TO DO:
Would you quote every entry exactly, dropping only the pictures?

TASK DATA:

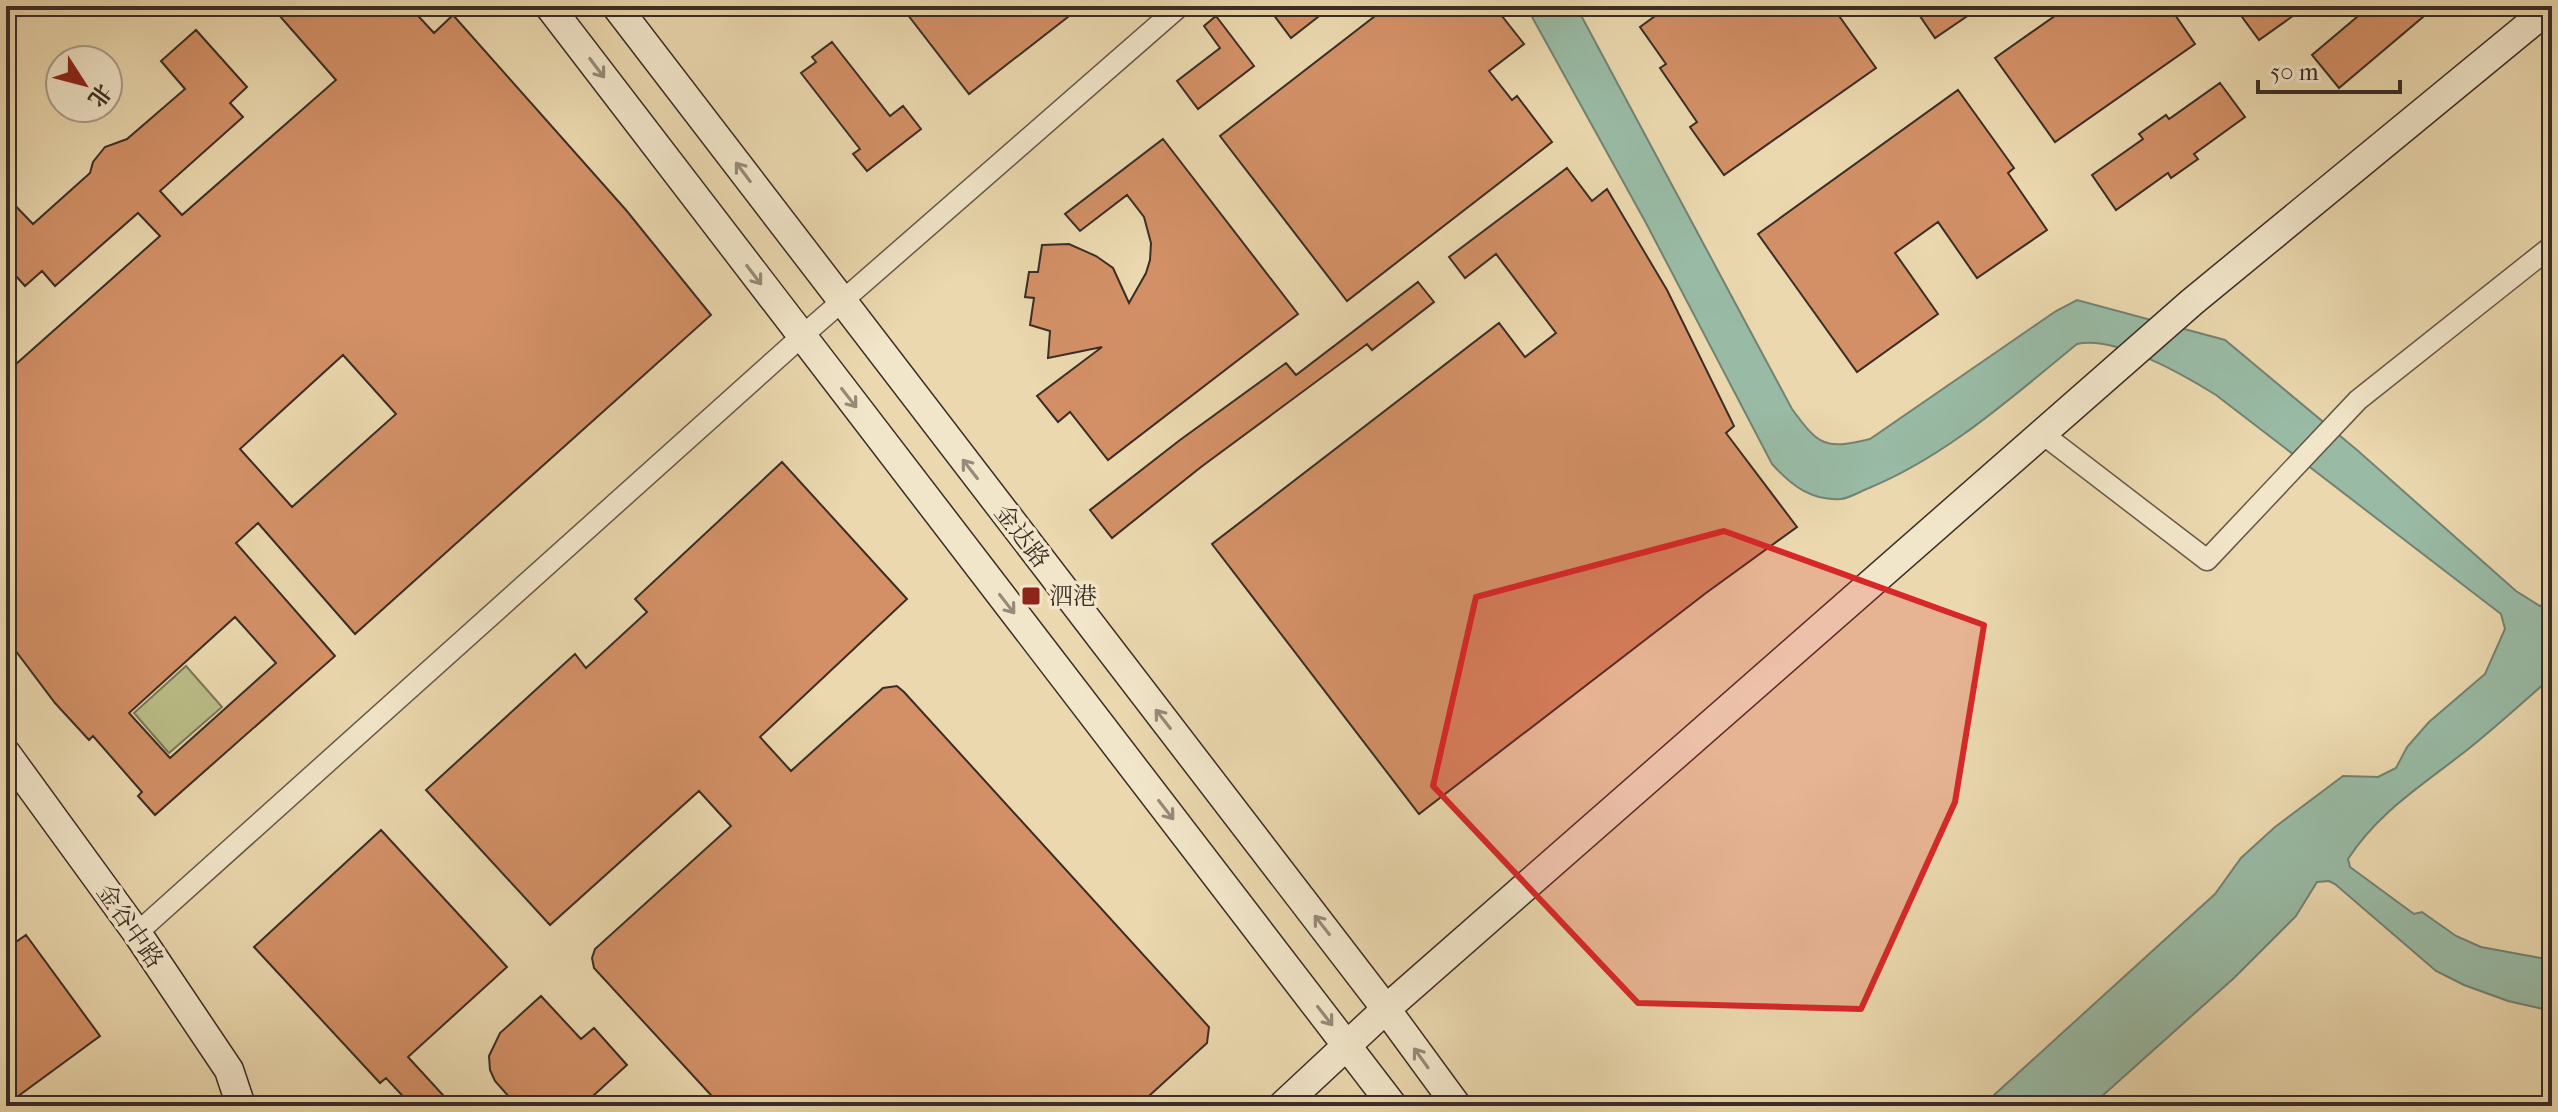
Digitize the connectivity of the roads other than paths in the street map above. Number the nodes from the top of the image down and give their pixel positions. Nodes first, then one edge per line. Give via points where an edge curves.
1 (549, 6) edge
2 (616, 6) edge
3 (1180, 6) edge
4 (2552, 6) edge
5 (2552, 246) edge
6 (841, 301) junction
7 (801, 337) junction
8 (2044, 435) junction
9 (6, 753) edge
10 (137, 933) junction
11 (1386, 1009) junction
12 (1348, 1045) junction
13 (241, 1106) edge
14 (1282, 1106) edge
15 (1393, 1106) edge
16 (1457, 1106) edge

1 -> 7 main road
6 -> 2 main road, 金达路
3 - 6 street
4 - 8 main road via 2192,302
5 - 8 street via 2358,400 2207,560
6 - 7 street
11 -> 6 main road, 金达路
7 - 10 street
7 -> 12 main road
8 - 11 main road
9 - 10 main road, 金谷中路
10 - 13 main road, 金谷中路 via 229,1070
11 - 12 main road
16 -> 11 main road, 金达路
12 - 14 main road
12 - 15 main road

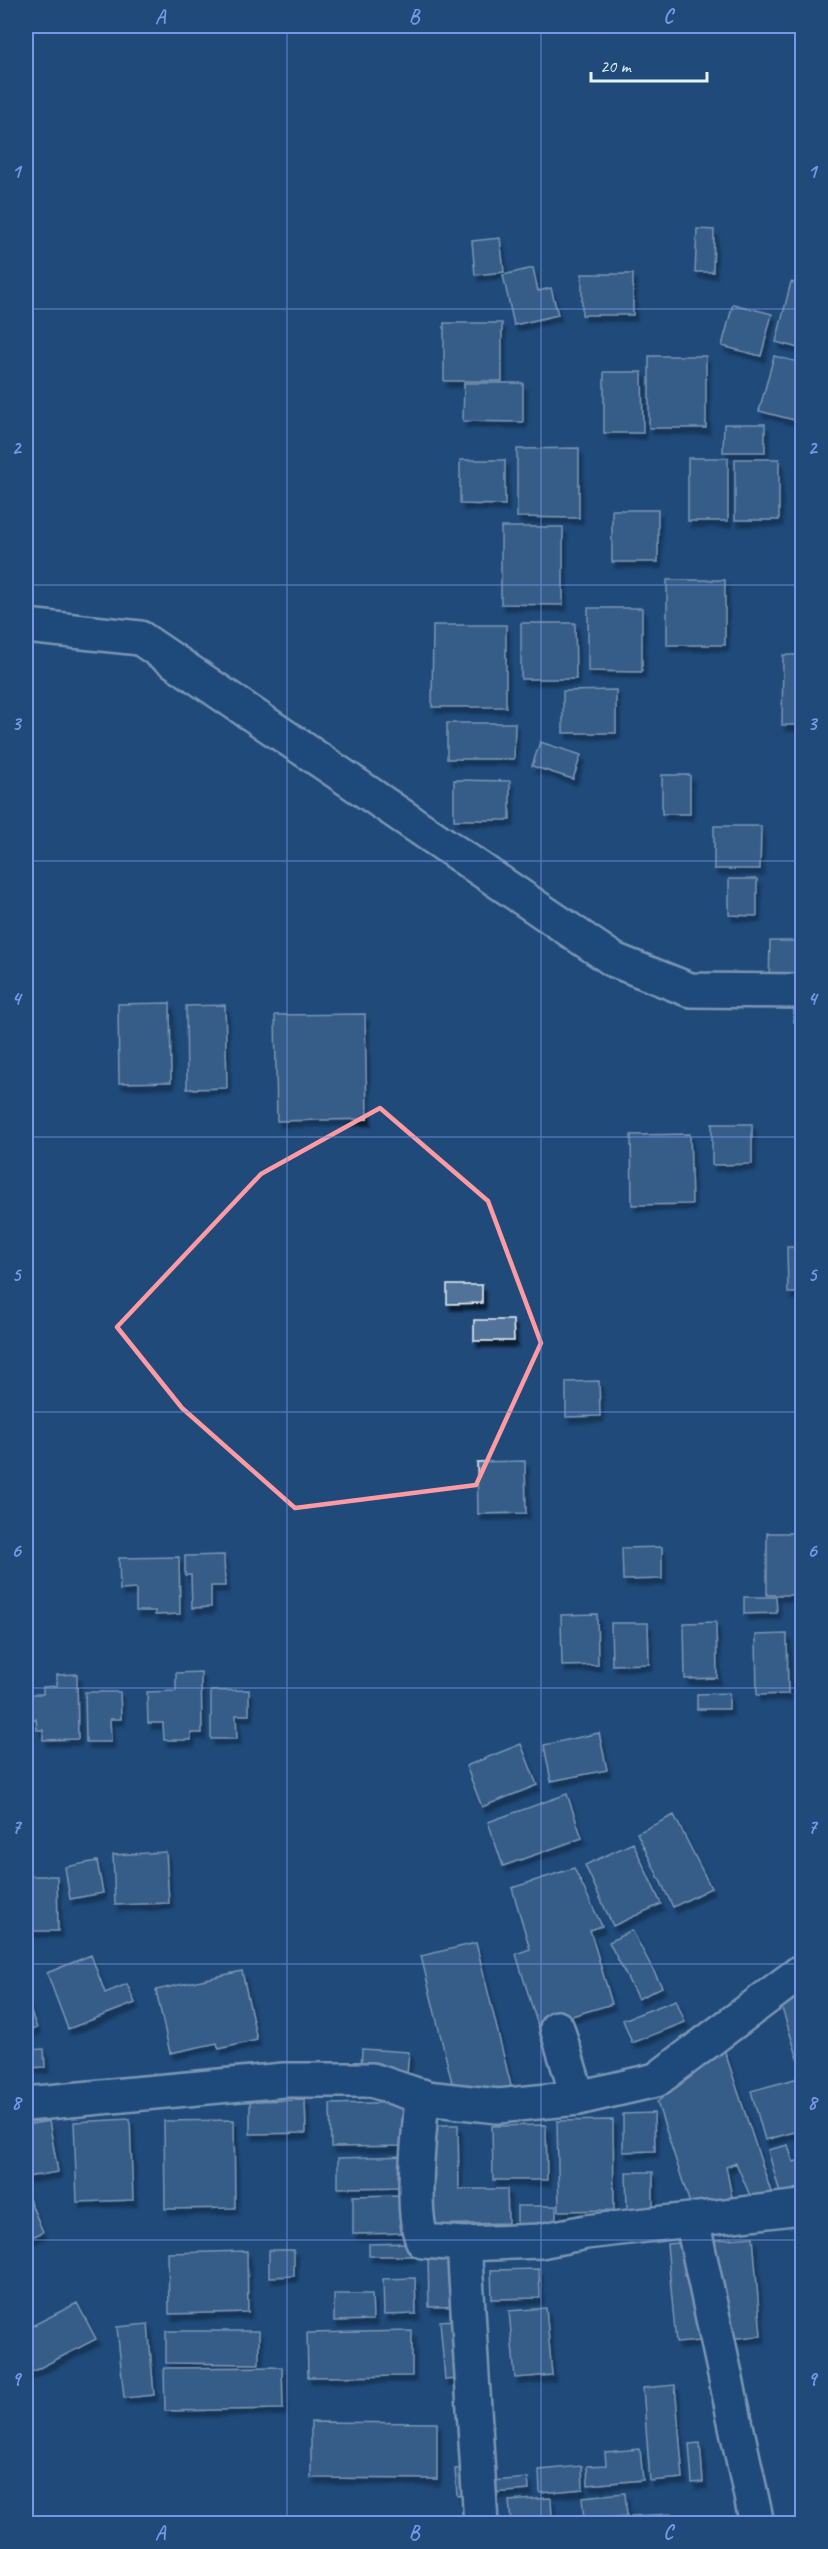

TASK SOLUTION:
Digitize the connectivity of the roads other than paths in the street map above. Number the nodes from the top of the image down and give their pixel positions. Nodes first, then one edge per line. Give via points where an edge curves.
1 (549, 6) edge
2 (616, 6) edge
3 (1180, 6) edge
4 (2552, 6) edge
5 (2552, 246) edge
6 (841, 301) junction
7 (801, 337) junction
8 (2044, 435) junction
9 (6, 753) edge
10 (137, 933) junction
11 (1386, 1009) junction
12 (1348, 1045) junction
13 (241, 1106) edge
14 (1282, 1106) edge
15 (1393, 1106) edge
16 (1457, 1106) edge

1 -> 7 main road
6 -> 2 main road, 金达路
3 - 6 street
4 - 8 main road via 2192,302
5 - 8 street via 2358,400 2207,560
6 - 7 street
11 -> 6 main road, 金达路
7 - 10 street
7 -> 12 main road
8 - 11 main road
9 - 10 main road, 金谷中路
10 - 13 main road, 金谷中路 via 229,1070
11 - 12 main road
16 -> 11 main road, 金达路
12 - 14 main road
12 - 15 main road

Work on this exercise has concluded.